----- Extracted data -----

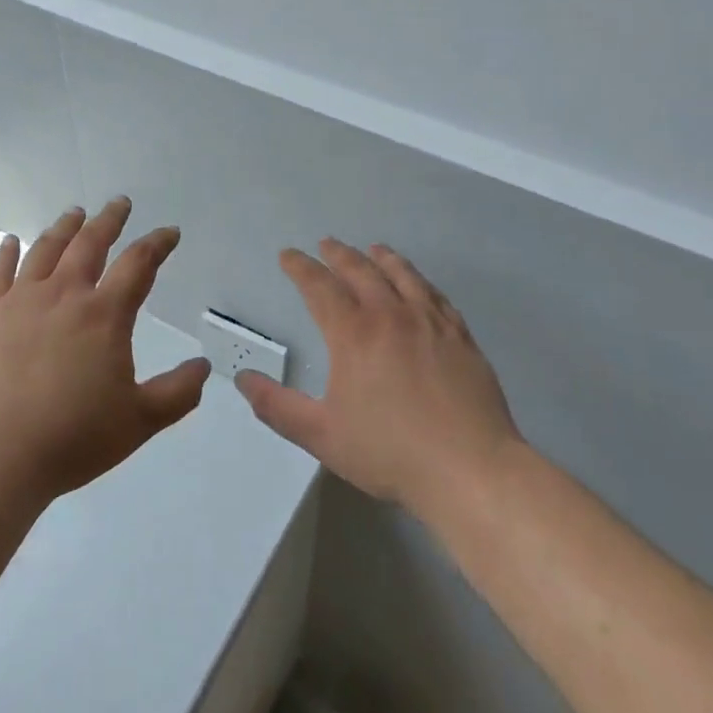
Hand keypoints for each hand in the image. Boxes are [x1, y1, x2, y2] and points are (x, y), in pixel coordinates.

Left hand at [0, 197, 209, 503]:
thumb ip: (178, 393)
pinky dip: (6, 254)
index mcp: (103, 314)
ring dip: (64, 227)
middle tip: (119, 203)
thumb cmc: (71, 439)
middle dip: (109, 220)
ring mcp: (19, 302)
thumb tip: (203, 367)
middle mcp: (63, 295)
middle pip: (90, 243)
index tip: (169, 232)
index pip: (138, 264)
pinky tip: (10, 242)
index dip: (157, 244)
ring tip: (75, 213)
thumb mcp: (139, 422)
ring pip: (45, 250)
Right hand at [237, 239, 521, 518]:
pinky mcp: (460, 336)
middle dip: (338, 254)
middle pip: (360, 271)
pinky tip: (419, 284)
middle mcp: (390, 315)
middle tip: (326, 243)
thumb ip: (277, 406)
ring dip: (382, 258)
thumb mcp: (321, 434)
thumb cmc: (389, 452)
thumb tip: (242, 379)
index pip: (320, 287)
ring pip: (402, 276)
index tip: (288, 255)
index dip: (300, 268)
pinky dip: (420, 281)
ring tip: (373, 249)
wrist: (469, 468)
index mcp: (353, 334)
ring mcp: (430, 322)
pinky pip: (436, 296)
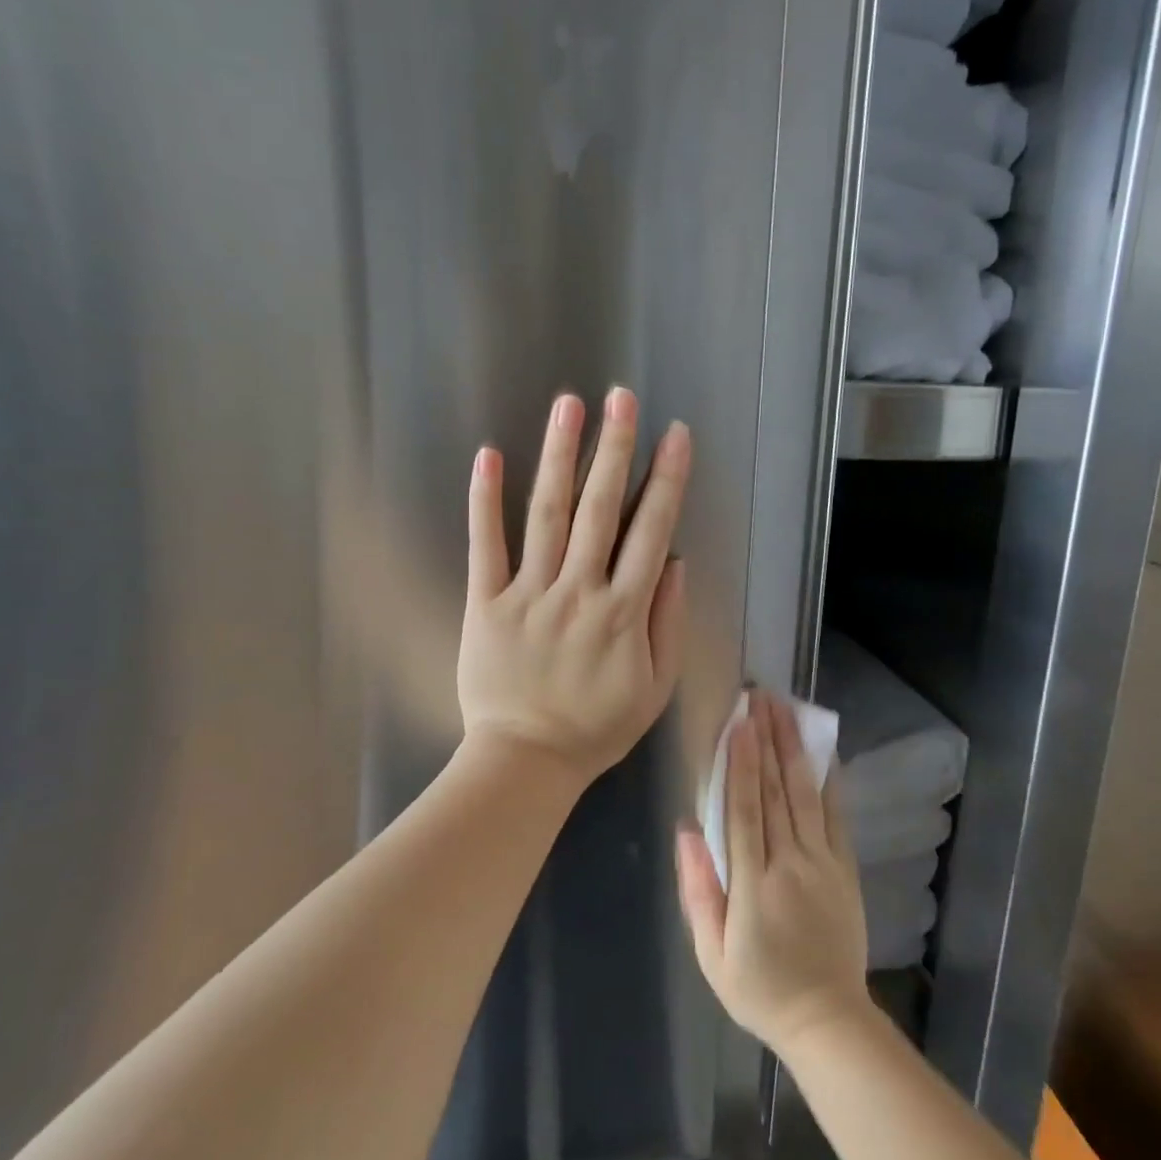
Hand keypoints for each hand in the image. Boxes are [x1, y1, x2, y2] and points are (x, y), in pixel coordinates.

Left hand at [459, 387, 691, 788]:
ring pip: (549, 516)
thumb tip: (673, 563)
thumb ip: (667, 624)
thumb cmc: (596, 728)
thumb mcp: (654, 688)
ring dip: (560, 458)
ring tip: (568, 407)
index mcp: (624, 612)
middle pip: (601, 510)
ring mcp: (529, 594)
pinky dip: (486, 501)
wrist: (526, 762)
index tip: (674, 435)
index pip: (650, 532)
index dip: (666, 481)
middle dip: (614, 449)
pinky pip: (486, 547)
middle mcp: (579, 592)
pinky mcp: (486, 603)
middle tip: (621, 398)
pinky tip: (490, 456)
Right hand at [677, 692, 871, 1054]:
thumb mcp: (711, 953)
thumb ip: (698, 890)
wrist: (827, 1019)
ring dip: (793, 748)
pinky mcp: (844, 869)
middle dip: (766, 740)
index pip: (745, 810)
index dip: (741, 763)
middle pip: (776, 791)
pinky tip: (823, 751)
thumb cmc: (759, 987)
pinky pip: (836, 817)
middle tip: (758, 697)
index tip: (738, 723)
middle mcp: (790, 864)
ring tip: (784, 709)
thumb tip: (688, 830)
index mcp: (752, 884)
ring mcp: (823, 864)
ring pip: (805, 795)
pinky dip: (829, 781)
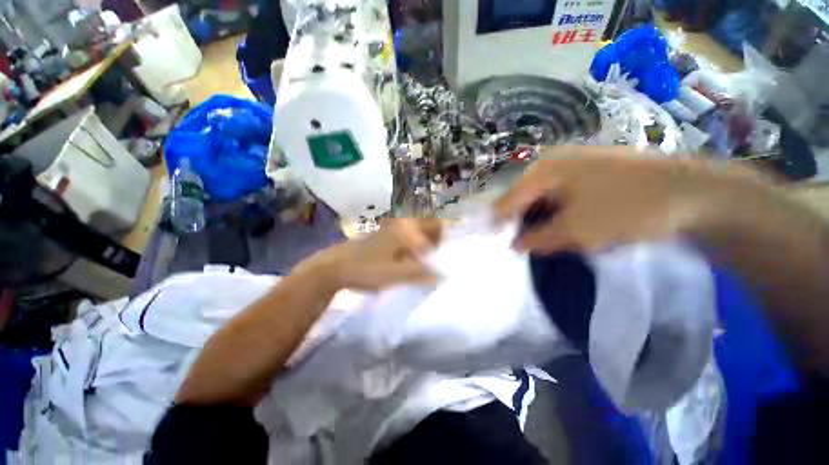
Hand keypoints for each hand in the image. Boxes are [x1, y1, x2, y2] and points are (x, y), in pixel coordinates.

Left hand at [297, 218, 442, 291]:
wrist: (335, 267)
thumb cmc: (367, 268)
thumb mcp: (395, 274)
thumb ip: (420, 273)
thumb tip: (442, 274)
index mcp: (406, 229)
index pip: (435, 225)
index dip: (443, 238)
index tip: (442, 255)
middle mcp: (400, 225)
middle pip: (426, 228)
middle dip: (434, 242)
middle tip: (434, 261)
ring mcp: (391, 230)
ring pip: (416, 234)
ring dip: (423, 246)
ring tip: (423, 264)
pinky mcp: (384, 238)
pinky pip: (406, 239)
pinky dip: (412, 249)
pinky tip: (408, 263)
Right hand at [495, 146, 759, 252]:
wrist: (693, 191)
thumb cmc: (627, 208)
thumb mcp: (575, 231)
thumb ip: (537, 239)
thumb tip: (515, 245)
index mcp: (542, 171)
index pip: (507, 201)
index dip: (499, 224)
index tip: (496, 245)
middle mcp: (551, 161)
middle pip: (522, 197)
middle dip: (519, 222)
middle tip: (521, 245)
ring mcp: (571, 163)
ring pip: (540, 196)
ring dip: (537, 219)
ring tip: (540, 239)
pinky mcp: (587, 170)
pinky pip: (558, 194)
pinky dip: (554, 212)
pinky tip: (561, 225)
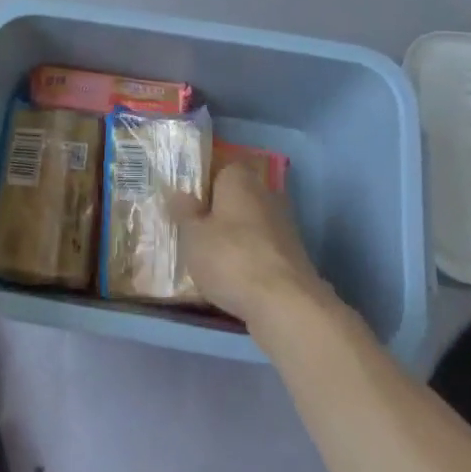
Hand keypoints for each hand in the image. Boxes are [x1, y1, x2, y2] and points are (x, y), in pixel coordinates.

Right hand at [172, 164, 328, 326]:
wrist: (284, 302)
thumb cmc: (230, 258)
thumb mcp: (193, 235)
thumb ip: (184, 212)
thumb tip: (178, 193)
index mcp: (239, 178)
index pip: (219, 169)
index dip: (202, 186)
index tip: (186, 205)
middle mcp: (265, 193)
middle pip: (236, 197)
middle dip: (218, 213)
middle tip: (194, 234)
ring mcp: (283, 224)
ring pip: (249, 224)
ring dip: (234, 238)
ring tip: (210, 261)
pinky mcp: (292, 254)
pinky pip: (261, 248)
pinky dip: (249, 259)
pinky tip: (234, 279)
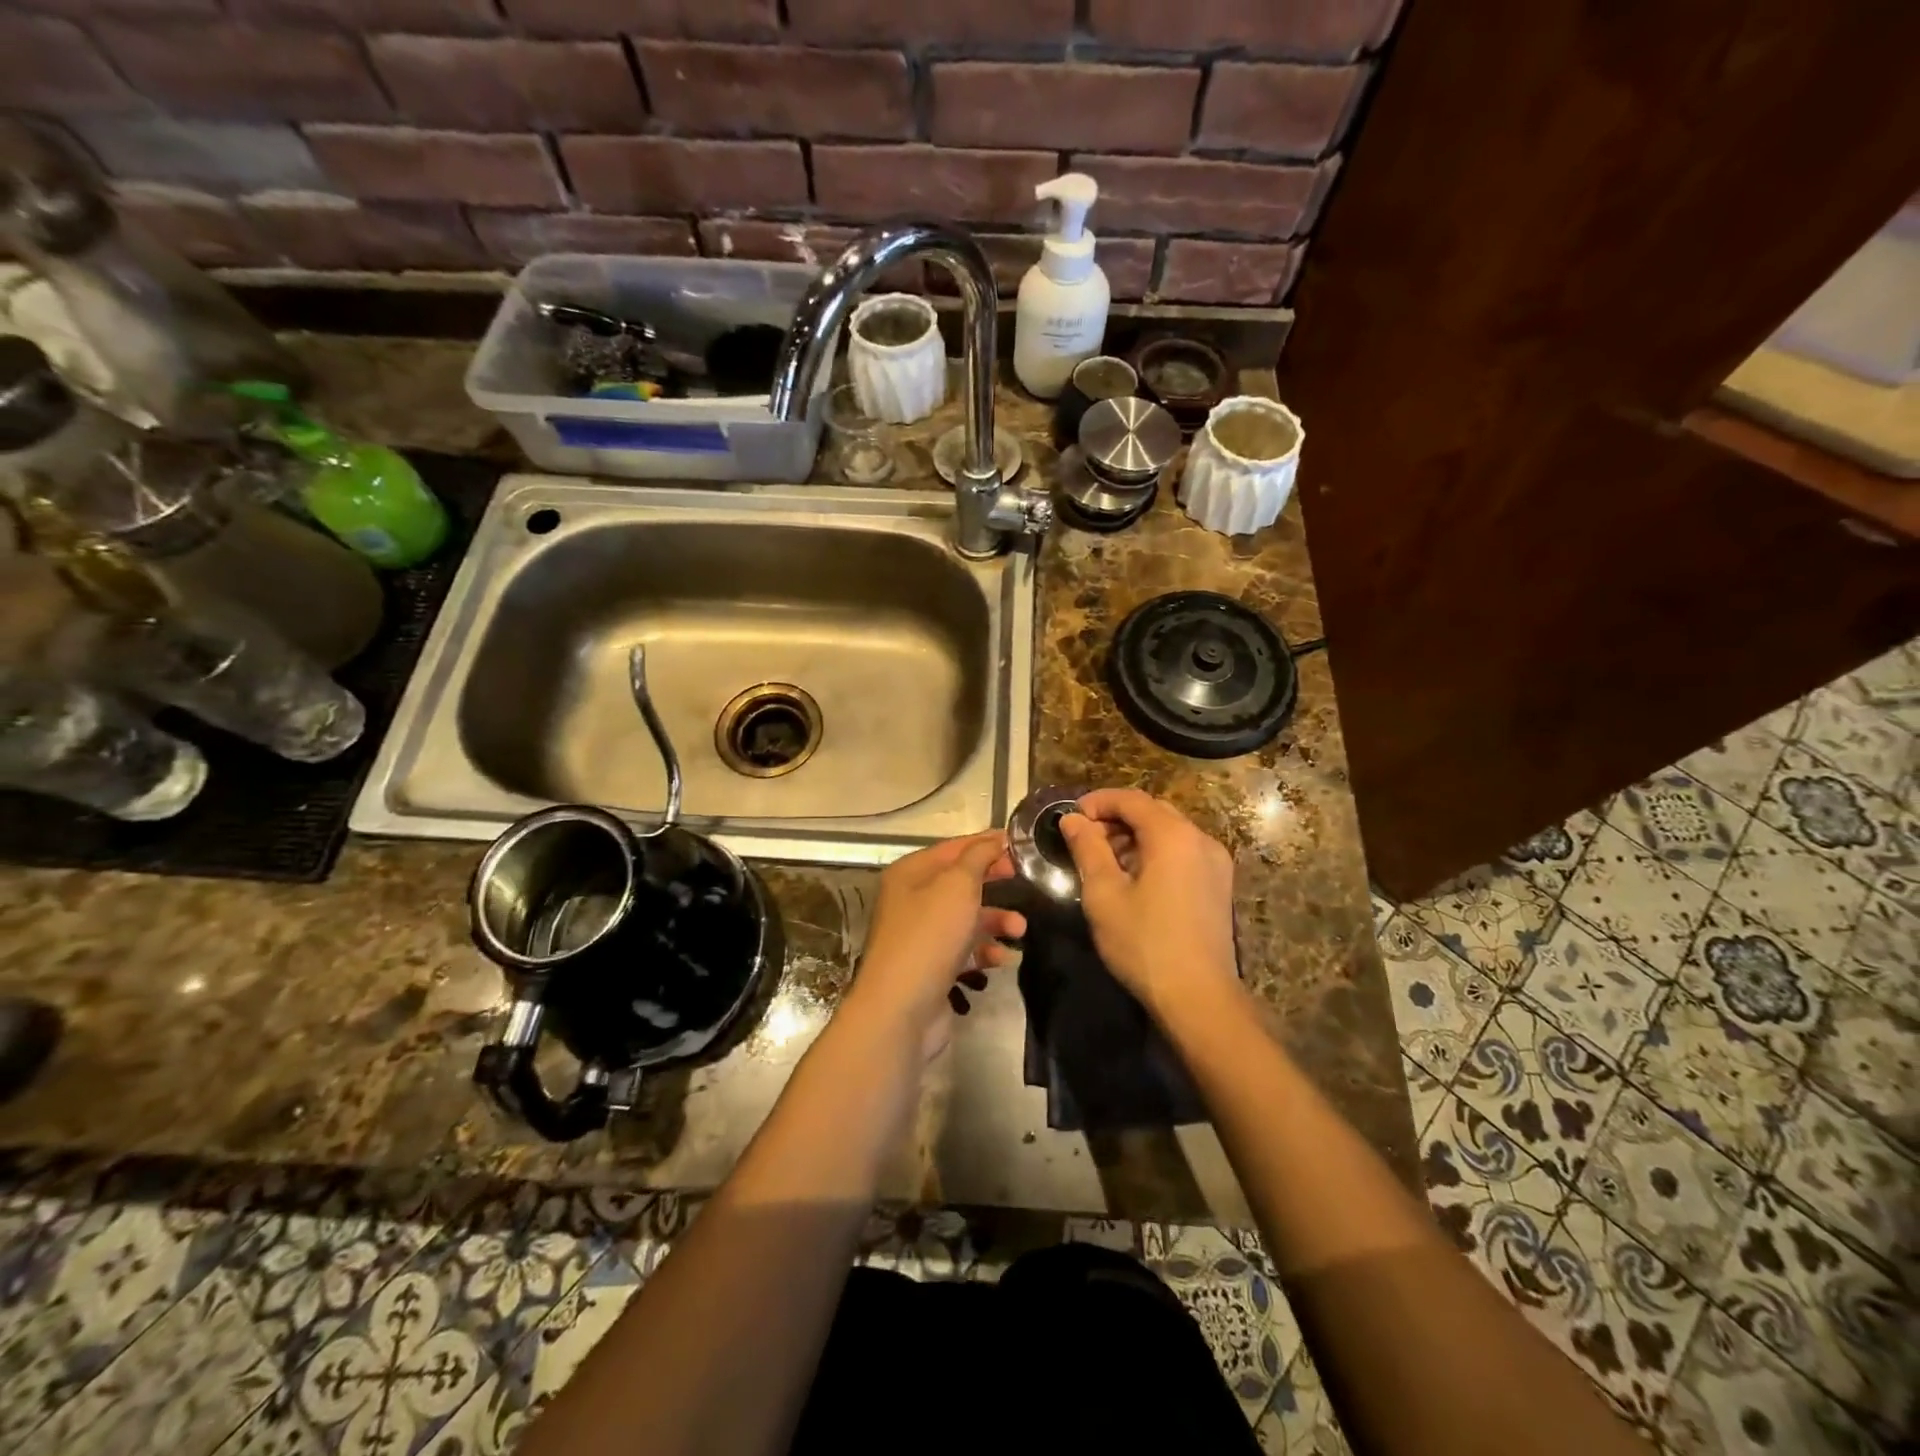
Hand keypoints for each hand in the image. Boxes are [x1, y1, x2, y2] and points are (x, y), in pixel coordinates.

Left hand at [850, 831, 1025, 1054]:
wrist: (901, 1009)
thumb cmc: (930, 935)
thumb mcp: (957, 885)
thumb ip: (979, 857)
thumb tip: (994, 840)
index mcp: (911, 873)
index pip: (954, 848)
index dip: (986, 844)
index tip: (1020, 845)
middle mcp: (912, 900)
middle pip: (961, 883)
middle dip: (994, 883)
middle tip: (1025, 882)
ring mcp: (921, 936)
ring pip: (966, 918)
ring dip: (996, 921)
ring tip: (1020, 930)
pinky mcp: (932, 967)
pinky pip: (965, 950)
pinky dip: (985, 951)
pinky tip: (1003, 958)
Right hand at [1058, 789, 1237, 1016]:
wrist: (1199, 997)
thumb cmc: (1144, 943)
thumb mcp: (1104, 894)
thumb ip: (1087, 848)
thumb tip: (1072, 819)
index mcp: (1173, 835)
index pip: (1131, 799)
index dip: (1098, 801)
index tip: (1070, 817)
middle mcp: (1201, 839)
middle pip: (1153, 811)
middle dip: (1116, 818)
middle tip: (1084, 839)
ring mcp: (1215, 862)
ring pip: (1169, 832)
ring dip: (1135, 836)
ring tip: (1104, 860)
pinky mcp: (1218, 885)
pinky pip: (1183, 852)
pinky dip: (1155, 852)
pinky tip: (1135, 878)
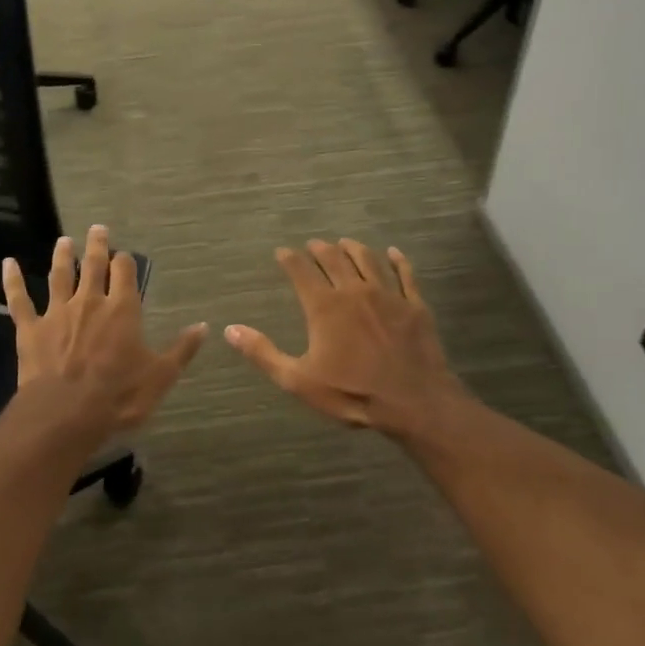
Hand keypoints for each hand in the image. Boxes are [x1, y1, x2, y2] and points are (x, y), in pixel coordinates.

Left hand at [2, 225, 205, 431]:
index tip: (125, 255)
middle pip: (93, 265)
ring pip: (59, 276)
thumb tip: (204, 326)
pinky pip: (19, 300)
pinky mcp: (30, 329)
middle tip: (97, 229)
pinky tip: (8, 263)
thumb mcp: (160, 376)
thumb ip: (181, 349)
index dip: (126, 262)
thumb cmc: (119, 396)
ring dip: (62, 256)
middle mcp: (90, 302)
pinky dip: (12, 280)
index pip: (125, 273)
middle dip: (97, 246)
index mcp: (123, 310)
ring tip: (64, 240)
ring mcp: (57, 313)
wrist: (66, 414)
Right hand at [226, 240, 468, 440]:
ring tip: (346, 242)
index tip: (282, 252)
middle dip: (321, 249)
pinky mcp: (415, 305)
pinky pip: (406, 274)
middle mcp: (354, 291)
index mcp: (324, 307)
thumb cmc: (351, 393)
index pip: (301, 271)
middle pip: (335, 259)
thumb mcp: (298, 380)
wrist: (413, 402)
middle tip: (314, 244)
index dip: (290, 259)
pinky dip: (398, 261)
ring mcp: (388, 295)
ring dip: (354, 248)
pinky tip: (394, 253)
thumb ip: (263, 353)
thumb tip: (230, 330)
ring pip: (368, 260)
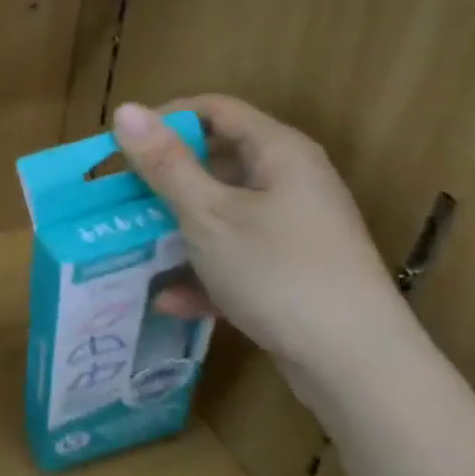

-----

▶ _Your assignment_
Take the entries above and return only the lines from the one with "thumb cmc: (119, 396)" to the one with "middle dip: (321, 249)", both included, unchanged.

▶ _Completed exercise_
thumb cmc: (119, 396)
ring dip: (62, 256)
middle mcp: (90, 302)
pinky dip: (12, 280)
index pip: (125, 273)
middle dip: (97, 246)
index mcp: (123, 310)
ring tip: (64, 240)
ring mcp: (57, 313)
wrist: (66, 414)
Right hand at [226, 240, 468, 440]:
ring tip: (346, 242)
index tip: (282, 252)
middle dip: (321, 249)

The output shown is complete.